Data for this task:
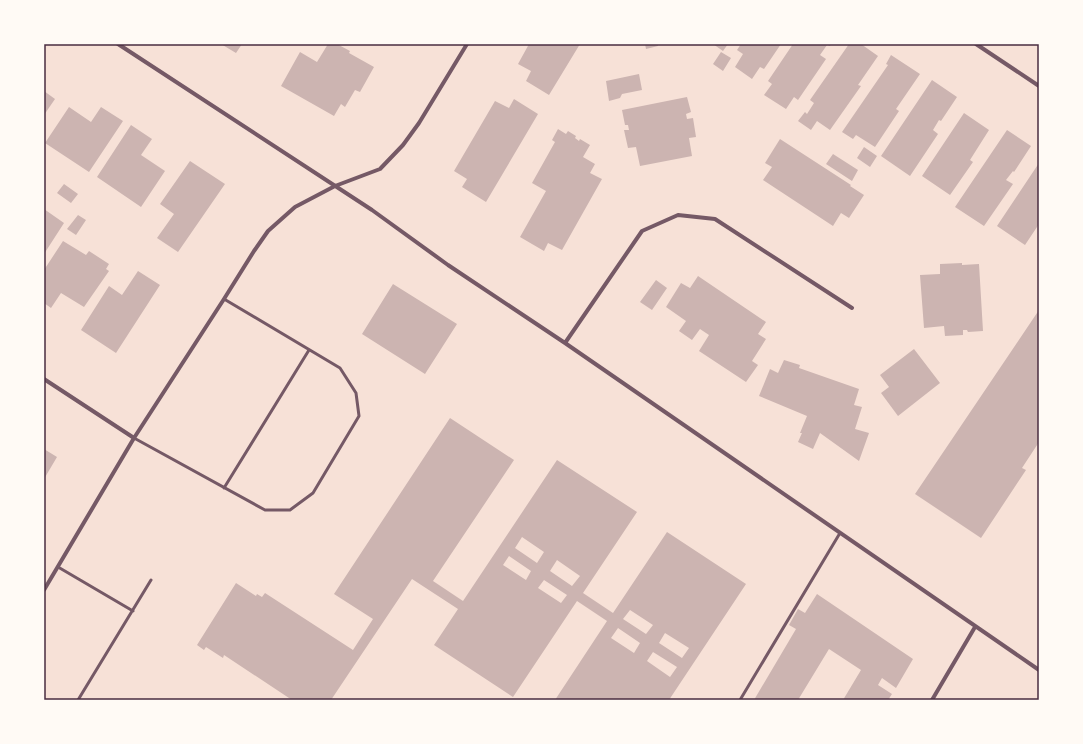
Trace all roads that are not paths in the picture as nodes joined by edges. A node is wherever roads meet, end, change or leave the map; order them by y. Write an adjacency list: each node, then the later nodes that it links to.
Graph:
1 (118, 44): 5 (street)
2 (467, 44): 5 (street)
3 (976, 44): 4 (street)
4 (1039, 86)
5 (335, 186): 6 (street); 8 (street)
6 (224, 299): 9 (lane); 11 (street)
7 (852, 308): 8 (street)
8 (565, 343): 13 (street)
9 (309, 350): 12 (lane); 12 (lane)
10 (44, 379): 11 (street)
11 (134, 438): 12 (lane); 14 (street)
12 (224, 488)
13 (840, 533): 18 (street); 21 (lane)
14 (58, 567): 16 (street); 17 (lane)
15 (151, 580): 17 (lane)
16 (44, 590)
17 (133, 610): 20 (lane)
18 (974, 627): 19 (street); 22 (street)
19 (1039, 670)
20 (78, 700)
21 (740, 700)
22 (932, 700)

Aim of the task: Keep every word of the records above exactly, and return them with no pictures.

Exercise response:
Trace all roads that are not paths in the picture as nodes joined by edges. A node is wherever roads meet, end, change or leave the map; order them by y. Write an adjacency list: each node, then the later nodes that it links to.
Graph:
1 (118, 44): 5 (street)
2 (467, 44): 5 (street)
3 (976, 44): 4 (street)
4 (1039, 86)
5 (335, 186): 6 (street); 8 (street)
6 (224, 299): 9 (lane); 11 (street)
7 (852, 308): 8 (street)
8 (565, 343): 13 (street)
9 (309, 350): 12 (lane); 12 (lane)
10 (44, 379): 11 (street)
11 (134, 438): 12 (lane); 14 (street)
12 (224, 488)
13 (840, 533): 18 (street); 21 (lane)
14 (58, 567): 16 (street); 17 (lane)
15 (151, 580): 17 (lane)
16 (44, 590)
17 (133, 610): 20 (lane)
18 (974, 627): 19 (street); 22 (street)
19 (1039, 670)
20 (78, 700)
21 (740, 700)
22 (932, 700)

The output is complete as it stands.